The spun thread is looped around the shaft and tied to the hook, then is held by the spinner in one hand. The spinner then spins the whole spindle, with the disk acting as both a weight to keep the spindle turning, and a place to rest the spun thread upon.
Fibres are added to the thread the spinner holds in her hand, and twisted into the previously spun thread. This creates the thread, and as it is completed, the spinner lets go of the thread and adds some more firbe to the top. the spindle thus slowly drops to the floor (thus "drop" spindle).
When the spindle reaches the floor. The spinner stops the spinning and unhooks the thread from the hook and winds the completed thread onto the shaft - the re-hooks it and continues from there.
The spinning-wheel made its appearance only late in period and at first was just a drop-spindle turned on its side and added to a large fly-wheel. The fly wheel was heavier and thus could be kept spinning for longer.

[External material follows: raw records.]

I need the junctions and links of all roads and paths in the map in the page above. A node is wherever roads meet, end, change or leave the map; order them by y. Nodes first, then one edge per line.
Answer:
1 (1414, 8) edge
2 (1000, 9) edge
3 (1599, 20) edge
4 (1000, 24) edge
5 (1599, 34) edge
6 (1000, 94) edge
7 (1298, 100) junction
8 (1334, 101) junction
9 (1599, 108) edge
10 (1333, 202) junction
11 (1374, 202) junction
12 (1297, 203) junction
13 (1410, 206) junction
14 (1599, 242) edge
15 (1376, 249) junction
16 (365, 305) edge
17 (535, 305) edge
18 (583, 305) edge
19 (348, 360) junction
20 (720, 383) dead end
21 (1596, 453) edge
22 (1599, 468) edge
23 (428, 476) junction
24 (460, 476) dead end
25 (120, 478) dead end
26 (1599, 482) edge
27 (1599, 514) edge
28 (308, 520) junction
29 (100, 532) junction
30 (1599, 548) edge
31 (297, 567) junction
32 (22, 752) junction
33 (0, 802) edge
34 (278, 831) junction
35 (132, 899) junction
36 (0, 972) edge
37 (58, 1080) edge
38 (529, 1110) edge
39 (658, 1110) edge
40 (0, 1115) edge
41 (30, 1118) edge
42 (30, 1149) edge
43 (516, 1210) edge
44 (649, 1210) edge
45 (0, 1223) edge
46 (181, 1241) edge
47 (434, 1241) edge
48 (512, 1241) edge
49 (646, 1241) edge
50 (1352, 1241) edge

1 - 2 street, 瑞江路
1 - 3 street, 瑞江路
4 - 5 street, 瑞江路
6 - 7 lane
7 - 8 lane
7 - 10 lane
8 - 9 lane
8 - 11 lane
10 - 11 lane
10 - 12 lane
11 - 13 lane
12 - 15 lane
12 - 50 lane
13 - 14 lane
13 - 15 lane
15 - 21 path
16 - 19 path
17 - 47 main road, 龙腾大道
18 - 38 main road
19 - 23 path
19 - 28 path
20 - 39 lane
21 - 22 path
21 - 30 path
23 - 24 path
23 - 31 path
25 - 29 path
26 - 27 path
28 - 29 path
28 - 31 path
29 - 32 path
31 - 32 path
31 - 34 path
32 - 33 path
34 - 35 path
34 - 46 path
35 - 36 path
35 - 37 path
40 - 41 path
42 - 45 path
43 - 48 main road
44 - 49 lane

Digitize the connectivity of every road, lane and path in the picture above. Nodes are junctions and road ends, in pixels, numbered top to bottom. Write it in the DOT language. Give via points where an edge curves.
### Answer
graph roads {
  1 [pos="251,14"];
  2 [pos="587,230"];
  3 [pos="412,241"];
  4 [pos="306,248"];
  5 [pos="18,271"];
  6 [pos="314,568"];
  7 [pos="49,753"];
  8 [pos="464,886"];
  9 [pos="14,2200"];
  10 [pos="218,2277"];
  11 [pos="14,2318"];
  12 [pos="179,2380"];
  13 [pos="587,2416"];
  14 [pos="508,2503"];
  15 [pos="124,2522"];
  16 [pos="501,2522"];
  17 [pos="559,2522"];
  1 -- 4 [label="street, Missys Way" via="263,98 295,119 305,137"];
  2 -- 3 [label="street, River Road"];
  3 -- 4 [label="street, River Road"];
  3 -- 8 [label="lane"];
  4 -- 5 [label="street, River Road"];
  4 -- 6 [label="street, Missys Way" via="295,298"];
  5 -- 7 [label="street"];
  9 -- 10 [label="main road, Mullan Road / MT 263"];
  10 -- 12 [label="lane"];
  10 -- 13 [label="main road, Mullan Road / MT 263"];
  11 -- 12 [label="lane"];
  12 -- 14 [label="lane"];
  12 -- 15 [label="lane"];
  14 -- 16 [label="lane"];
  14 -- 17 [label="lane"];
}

The spinner could also walk backwards the entire length of a room, drawing out the thread and keeping just ahead of the "twist" in it, rather than be stuck with just her own height. This was called the long draw method and the thread produced this way was not of as high a quality as that produced with a whorler - and thus whorling remained important for a very long time after the wheel was invented and put to use.
Early spinning wheels did not self-wind onto the bobbin (the shaft of the wheel's spindle as previous), as modern wheels do - the spinner still had to stop the wheel and wind the completed fibre onto the bobbin by hand.
An interesting point to note was that the spindle on these early wheels was often quite sharp, and thus sleeping beaty could quite easily have pricked her finger upon one - a task nearly impossible on modern-day wheels.